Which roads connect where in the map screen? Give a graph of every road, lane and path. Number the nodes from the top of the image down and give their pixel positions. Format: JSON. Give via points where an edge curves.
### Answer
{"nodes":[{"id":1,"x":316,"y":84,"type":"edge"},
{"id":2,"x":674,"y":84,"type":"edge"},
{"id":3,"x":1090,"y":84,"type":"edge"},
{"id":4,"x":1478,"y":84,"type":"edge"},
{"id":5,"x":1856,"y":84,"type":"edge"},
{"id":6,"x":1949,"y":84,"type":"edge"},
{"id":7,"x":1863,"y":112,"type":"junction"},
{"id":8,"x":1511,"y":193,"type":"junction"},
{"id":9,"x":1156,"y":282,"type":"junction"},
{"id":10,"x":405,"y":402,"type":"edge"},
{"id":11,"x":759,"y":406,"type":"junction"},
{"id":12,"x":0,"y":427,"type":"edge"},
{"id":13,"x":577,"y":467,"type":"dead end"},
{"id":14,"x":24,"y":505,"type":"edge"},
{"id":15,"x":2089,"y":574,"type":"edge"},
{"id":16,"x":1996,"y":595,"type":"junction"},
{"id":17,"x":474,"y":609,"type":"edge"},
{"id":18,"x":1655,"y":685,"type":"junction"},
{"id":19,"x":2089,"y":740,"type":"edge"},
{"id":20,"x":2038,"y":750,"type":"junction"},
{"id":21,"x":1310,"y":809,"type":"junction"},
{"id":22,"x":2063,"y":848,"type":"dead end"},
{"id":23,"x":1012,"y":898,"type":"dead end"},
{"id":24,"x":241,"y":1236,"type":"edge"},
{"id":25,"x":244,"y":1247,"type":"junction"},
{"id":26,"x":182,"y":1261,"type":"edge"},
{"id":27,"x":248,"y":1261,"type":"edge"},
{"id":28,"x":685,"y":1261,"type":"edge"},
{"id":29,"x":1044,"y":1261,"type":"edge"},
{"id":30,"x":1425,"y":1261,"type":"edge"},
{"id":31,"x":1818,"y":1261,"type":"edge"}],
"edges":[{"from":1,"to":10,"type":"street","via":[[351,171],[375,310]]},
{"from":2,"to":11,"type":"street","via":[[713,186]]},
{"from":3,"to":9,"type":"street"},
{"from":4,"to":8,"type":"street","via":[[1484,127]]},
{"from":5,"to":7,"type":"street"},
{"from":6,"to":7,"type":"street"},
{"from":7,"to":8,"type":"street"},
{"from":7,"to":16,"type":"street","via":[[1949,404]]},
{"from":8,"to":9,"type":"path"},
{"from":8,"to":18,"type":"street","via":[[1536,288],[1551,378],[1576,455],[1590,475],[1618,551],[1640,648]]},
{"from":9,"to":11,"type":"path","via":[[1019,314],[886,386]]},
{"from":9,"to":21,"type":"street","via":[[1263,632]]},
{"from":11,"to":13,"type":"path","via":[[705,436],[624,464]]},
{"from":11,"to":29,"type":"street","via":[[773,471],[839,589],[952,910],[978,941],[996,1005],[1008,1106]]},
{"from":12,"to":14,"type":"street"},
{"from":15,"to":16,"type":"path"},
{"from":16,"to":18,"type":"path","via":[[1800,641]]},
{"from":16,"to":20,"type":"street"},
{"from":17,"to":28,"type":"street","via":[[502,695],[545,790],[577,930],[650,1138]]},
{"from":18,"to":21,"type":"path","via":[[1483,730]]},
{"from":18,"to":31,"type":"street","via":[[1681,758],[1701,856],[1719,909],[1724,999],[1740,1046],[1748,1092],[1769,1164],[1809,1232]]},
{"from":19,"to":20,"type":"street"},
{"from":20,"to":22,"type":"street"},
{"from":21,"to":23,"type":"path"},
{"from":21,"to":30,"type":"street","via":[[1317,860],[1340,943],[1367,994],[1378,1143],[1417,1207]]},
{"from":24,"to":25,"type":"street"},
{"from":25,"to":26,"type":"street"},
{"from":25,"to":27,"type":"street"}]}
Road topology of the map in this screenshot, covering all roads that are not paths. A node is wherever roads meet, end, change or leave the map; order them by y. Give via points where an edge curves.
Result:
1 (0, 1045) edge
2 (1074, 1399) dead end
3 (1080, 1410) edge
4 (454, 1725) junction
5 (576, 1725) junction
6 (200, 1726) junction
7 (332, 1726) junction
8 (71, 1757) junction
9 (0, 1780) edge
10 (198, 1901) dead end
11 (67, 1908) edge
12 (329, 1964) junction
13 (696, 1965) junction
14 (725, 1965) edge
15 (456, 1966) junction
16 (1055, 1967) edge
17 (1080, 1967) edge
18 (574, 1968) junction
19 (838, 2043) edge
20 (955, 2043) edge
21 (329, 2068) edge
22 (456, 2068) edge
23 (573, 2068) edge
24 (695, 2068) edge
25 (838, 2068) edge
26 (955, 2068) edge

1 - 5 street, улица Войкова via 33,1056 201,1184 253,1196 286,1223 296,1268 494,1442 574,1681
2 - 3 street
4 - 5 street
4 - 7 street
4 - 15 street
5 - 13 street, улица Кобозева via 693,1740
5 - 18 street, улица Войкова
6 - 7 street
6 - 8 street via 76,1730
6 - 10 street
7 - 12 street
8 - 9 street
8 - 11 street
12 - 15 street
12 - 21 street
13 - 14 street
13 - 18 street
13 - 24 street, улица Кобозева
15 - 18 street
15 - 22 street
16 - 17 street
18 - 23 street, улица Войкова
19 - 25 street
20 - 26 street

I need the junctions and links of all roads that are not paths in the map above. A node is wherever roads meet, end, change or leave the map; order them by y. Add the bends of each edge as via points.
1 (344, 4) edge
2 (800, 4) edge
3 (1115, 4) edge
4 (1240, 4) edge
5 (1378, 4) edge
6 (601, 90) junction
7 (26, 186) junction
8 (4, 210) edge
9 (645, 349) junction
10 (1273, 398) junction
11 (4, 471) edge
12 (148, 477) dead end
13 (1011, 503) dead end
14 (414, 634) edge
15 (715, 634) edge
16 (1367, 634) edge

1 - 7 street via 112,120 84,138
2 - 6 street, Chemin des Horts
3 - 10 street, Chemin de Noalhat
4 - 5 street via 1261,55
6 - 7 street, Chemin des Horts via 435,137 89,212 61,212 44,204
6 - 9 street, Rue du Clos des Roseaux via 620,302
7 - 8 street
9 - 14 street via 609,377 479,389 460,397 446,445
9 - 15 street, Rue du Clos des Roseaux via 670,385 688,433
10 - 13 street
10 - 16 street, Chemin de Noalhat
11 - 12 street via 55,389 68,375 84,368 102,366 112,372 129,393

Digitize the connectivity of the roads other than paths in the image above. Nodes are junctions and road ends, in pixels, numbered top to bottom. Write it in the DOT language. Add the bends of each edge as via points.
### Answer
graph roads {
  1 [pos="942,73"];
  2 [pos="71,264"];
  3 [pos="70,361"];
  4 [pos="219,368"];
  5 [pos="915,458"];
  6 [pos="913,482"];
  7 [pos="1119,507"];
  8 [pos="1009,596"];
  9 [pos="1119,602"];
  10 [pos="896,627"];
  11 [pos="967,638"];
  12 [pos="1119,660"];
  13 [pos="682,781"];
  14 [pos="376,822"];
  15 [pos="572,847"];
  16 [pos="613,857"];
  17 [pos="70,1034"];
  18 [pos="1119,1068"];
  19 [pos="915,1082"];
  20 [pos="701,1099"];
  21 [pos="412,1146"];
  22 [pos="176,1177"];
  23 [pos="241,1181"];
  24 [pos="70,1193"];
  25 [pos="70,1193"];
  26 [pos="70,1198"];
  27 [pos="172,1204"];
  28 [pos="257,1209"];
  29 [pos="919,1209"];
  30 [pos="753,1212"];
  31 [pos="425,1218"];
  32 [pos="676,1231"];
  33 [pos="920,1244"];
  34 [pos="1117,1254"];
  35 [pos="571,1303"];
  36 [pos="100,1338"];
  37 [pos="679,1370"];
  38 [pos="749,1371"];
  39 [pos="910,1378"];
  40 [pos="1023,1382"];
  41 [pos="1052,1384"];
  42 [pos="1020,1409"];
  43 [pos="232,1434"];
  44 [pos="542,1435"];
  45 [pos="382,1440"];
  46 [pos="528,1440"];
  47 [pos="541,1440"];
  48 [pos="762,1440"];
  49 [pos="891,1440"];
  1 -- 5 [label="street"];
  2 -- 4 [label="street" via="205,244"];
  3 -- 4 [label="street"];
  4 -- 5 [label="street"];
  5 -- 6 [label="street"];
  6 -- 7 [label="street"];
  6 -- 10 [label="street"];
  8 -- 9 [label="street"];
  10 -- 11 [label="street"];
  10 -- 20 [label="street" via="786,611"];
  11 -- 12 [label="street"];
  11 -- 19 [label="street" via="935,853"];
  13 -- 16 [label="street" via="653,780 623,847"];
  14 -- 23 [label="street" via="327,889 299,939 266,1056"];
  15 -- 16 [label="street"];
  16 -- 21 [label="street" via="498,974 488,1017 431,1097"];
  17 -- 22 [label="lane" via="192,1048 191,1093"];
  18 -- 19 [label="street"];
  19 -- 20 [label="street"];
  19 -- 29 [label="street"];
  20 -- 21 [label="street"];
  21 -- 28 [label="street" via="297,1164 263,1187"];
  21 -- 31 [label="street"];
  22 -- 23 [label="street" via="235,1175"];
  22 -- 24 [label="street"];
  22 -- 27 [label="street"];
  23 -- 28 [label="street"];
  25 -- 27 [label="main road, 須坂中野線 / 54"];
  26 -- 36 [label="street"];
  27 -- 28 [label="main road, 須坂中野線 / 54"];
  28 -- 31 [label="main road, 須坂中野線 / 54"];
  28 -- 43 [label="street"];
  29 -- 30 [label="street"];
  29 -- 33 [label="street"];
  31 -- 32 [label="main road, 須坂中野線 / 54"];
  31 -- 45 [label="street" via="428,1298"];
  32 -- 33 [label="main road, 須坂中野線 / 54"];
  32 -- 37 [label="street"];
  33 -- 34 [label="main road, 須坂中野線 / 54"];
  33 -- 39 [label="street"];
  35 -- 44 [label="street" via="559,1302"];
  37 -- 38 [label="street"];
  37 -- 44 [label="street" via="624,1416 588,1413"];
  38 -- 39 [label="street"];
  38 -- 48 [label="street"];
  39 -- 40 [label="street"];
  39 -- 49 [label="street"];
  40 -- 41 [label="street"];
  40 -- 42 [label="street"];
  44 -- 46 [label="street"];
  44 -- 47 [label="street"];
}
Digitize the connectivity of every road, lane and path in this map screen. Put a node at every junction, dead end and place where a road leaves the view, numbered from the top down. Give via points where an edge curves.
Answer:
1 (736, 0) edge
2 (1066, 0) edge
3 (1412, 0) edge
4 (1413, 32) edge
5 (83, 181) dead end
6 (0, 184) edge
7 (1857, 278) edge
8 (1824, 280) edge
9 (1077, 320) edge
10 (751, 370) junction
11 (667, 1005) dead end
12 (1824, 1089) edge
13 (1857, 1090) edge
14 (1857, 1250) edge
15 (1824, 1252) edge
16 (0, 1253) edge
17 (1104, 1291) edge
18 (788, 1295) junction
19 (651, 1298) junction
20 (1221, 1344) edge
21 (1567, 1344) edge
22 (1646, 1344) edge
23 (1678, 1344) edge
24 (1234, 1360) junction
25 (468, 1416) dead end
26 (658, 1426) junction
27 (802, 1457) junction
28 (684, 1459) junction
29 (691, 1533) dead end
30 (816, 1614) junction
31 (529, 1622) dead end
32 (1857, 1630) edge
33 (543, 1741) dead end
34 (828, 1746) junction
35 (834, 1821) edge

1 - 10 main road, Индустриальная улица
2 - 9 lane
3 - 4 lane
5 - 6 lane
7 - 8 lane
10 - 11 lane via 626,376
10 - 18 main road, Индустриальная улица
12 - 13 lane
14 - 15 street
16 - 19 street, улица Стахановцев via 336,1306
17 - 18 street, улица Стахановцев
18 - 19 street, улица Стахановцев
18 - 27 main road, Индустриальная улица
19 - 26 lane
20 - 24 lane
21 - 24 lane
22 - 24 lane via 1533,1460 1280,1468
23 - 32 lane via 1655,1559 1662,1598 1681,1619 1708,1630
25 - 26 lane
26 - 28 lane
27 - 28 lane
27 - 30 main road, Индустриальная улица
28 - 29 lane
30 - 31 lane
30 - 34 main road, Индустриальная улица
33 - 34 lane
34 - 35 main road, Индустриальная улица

++++

* _TASK INSTRUCTIONS_
If a line in the entries contains "Horts", copy it.

* _SOLVED PROBLEM_
2 - 6 street, Chemin des Horts
6 - 7 street, Chemin des Horts via 435,137 89,212 61,212 44,204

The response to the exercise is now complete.